▶ **Problem requirements**: While reading through the material below, copy each line that holds the word "Catalina".
::: Raw data
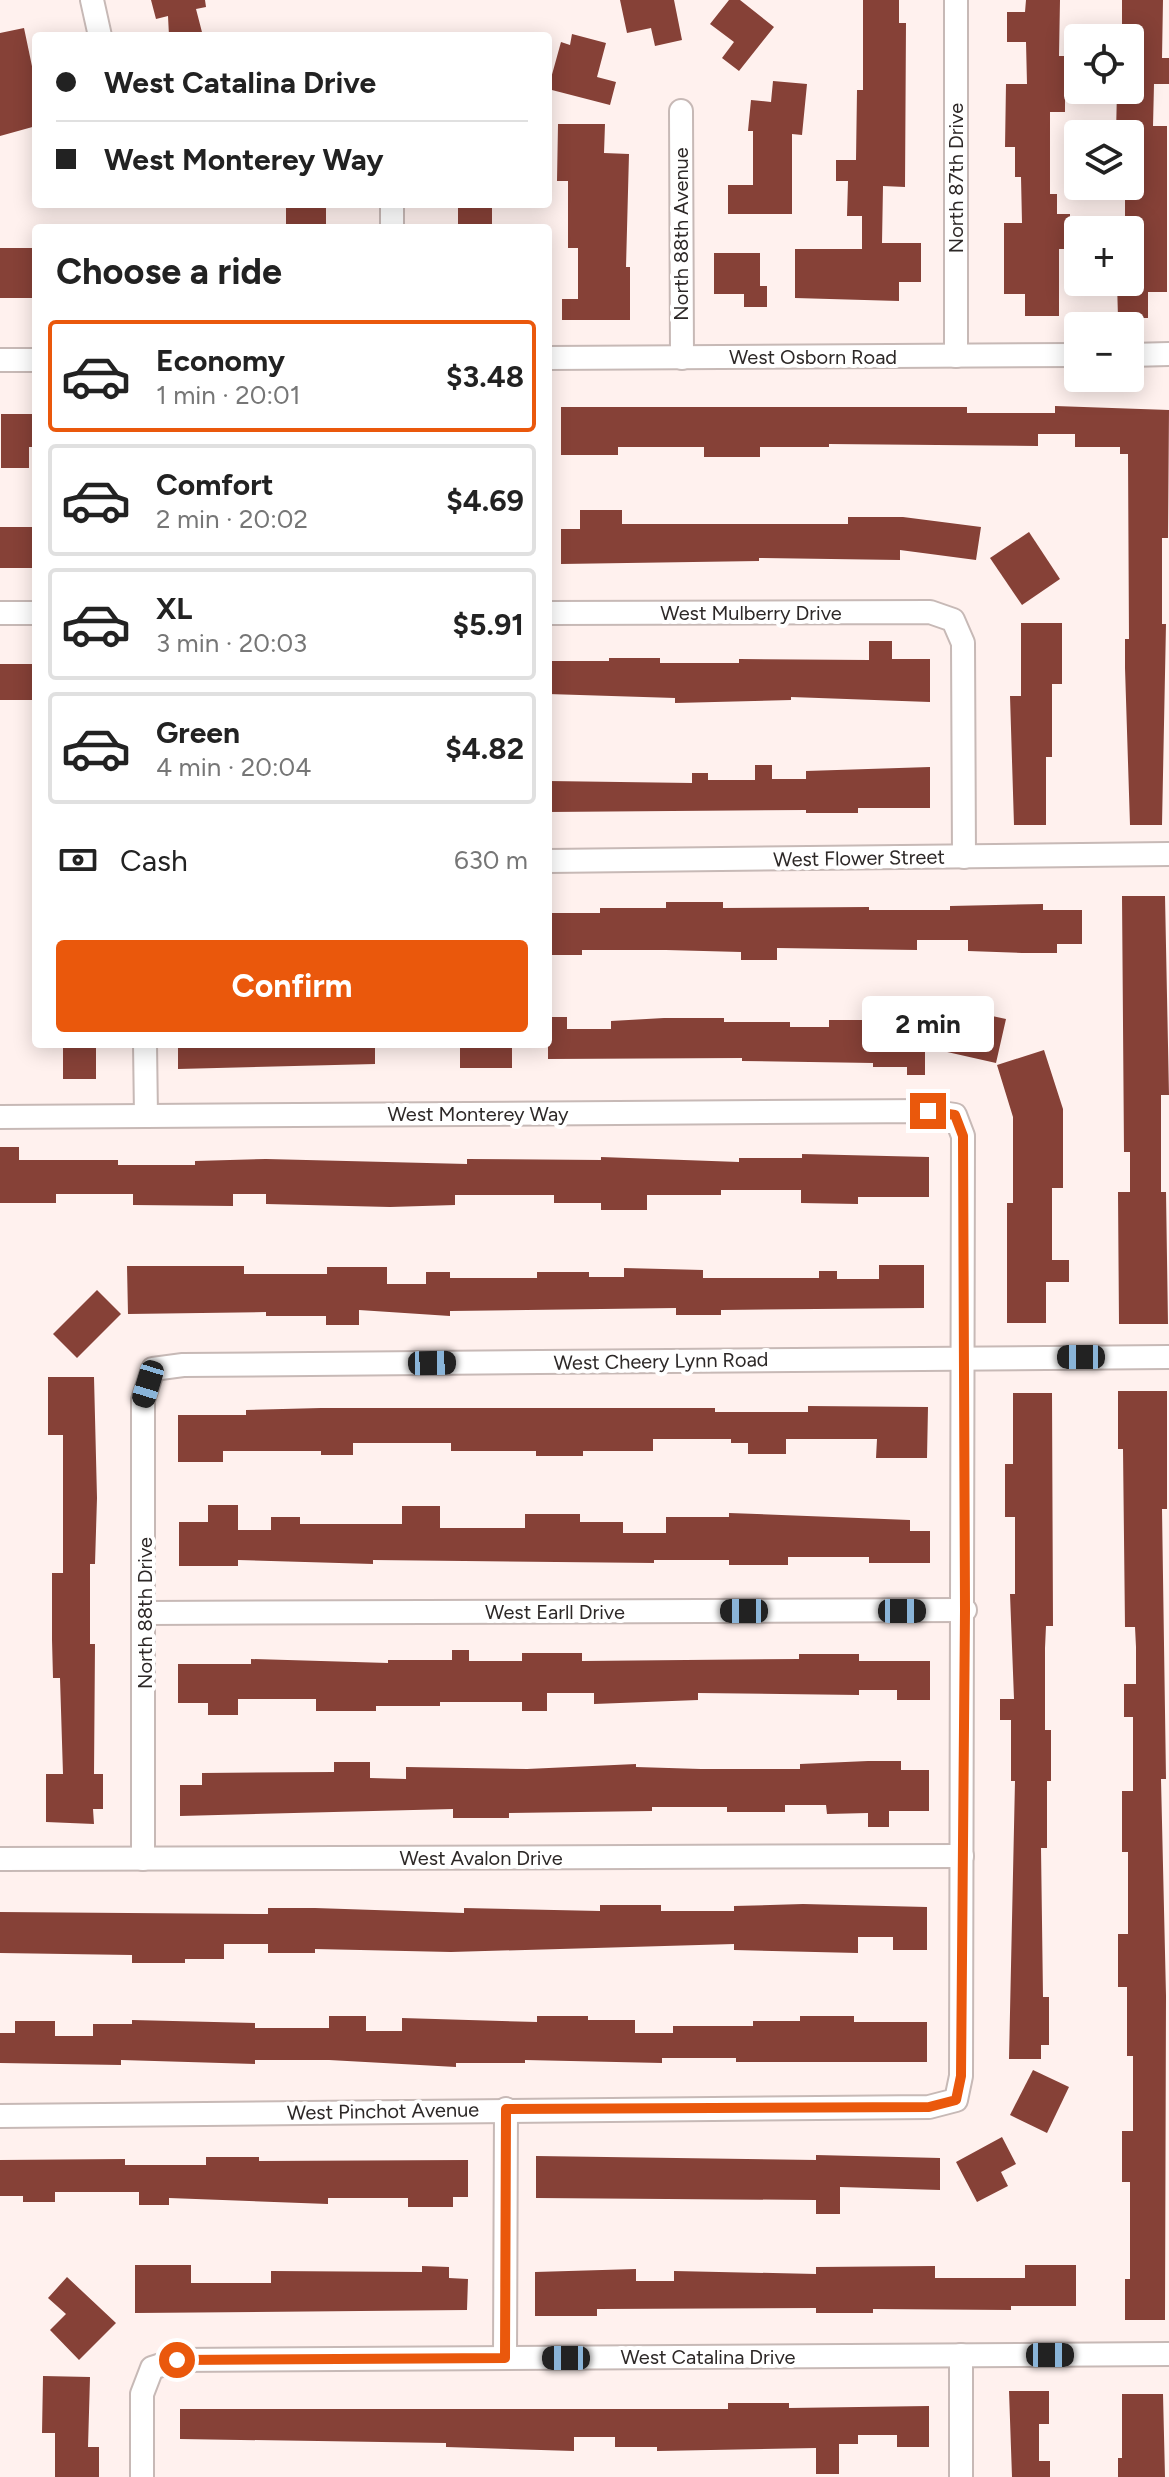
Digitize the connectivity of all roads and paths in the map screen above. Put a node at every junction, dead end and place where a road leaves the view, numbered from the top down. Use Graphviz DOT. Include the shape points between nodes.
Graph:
graph roads {
  1 [pos="92,0"];
  2 [pos="956,0"];
  3 [pos="99,32"];
  4 [pos="681,111"];
  5 [pos="1169,354"];
  6 [pos="1064,355"];
  7 [pos="1144,355"];
  8 [pos="956,356"];
  9 [pos="552,358"];
  10 [pos="682,358"];
  11 [pos="0,360"];
  12 [pos="32,360"];
  13 [pos="0,613"];
  14 [pos="32,613"];
  15 [pos="552,613"];
  16 [pos="1169,854"];
  17 [pos="964,857"];
  18 [pos="552,861"];
  19 [pos="145,1048"];
  20 [pos="146,1116"];
  21 [pos="0,1117"];
  22 [pos="1169,1357"];
  23 [pos="963,1358"];
  24 [pos="153,1369"];
  25 [pos="965,1610"];
  26 [pos="146,1613"];
  27 [pos="962,1856"];
  28 [pos="0,1859"];
  29 [pos="143,1859"];
  30 [pos="506,2109"];
  31 [pos="0,2116"];
  32 [pos="1169,2354"];
  33 [pos="961,2355"];
  34 [pos="505,2358"];
  35 [pos="142,2477"];
  36 [pos="961,2477"];
  1 -- 3 [label="street"];
  2 -- 8 [label="street, North 87th Drive"];
  4 -- 10 [label="street, North 88th Avenue"];
  5 -- 7 [label="street"];
  6 -- 8 [label="street, West Osborn Road"];
  8 -- 10 [label="street, West Osborn Road"];
  9 -- 10 [label="street, West Osborn Road"];
  11 -- 12 [label="street"];
  13 -- 14 [label="street"];
  15 -- 17 [label="street, West Mulberry Drive" via="930,612 953,620 963,643"];
  16 -- 17 [label="street, West Flower Street"];
  17 -- 18 [label="street, West Flower Street"];
  19 -- 20 [label="street"];
  20 -- 21 [label="street, West Monterey Way"];
  20 -- 23 [label="street, West Monterey Way" via="912,1111 955,1115 963,1136"];
  22 -- 23 [label="street, West Cheery Lynn Road"];
  23 -- 24 [label="street, West Cheery Lynn Road"];
  23 -- 25 [label="street"];
  24 -- 26 [label="street, North 88th Drive" via="143,1400"];
  25 -- 26 [label="street, West Earll Drive"];
  25 -- 27 [label="street"];
  26 -- 29 [label="street, North 88th Drive"];
  27 -- 29 [label="street, West Avalon Drive"];
  27 -- 30 [label="street, West Pinchot Avenue" via="961,2076 956,2100 929,2107"];
  28 -- 29 [label="street, West Avalon Drive"];
  30 -- 31 [label="street, West Pinchot Avenue"];
  30 -- 34 [label="street"];
  32 -- 33 [label="street, West Catalina Drive"];
  33 -- 34 [label="street, West Catalina Drive"];
  33 -- 36 [label="street"];
  34 -- 35 [label="street, West Catalina Drive" via="177,2360 152,2368 142,2394"];
}
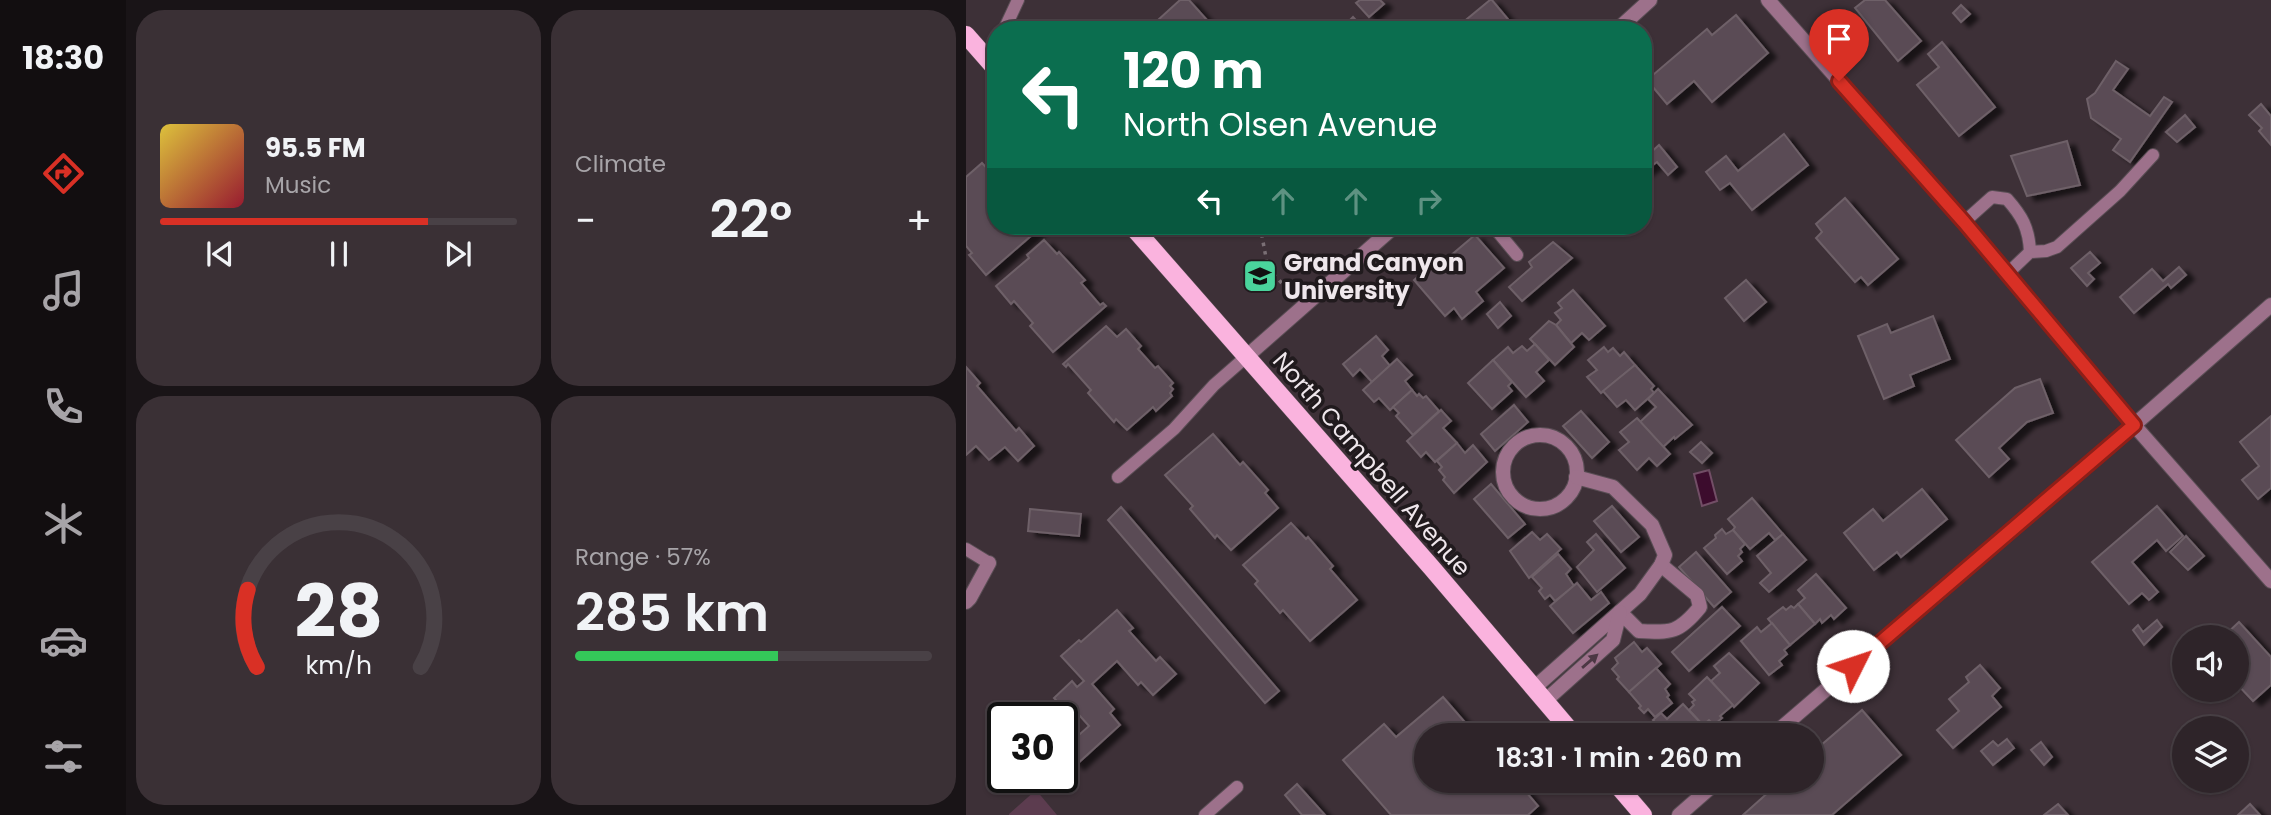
::::::
▶ **Task result**:
  32 -- 33 [label="street, West Catalina Drive"];
  33 -- 34 [label="street, West Catalina Drive"];
  34 -- 35 [label="street, West Catalina Drive" via="177,2360 152,2368 142,2394"];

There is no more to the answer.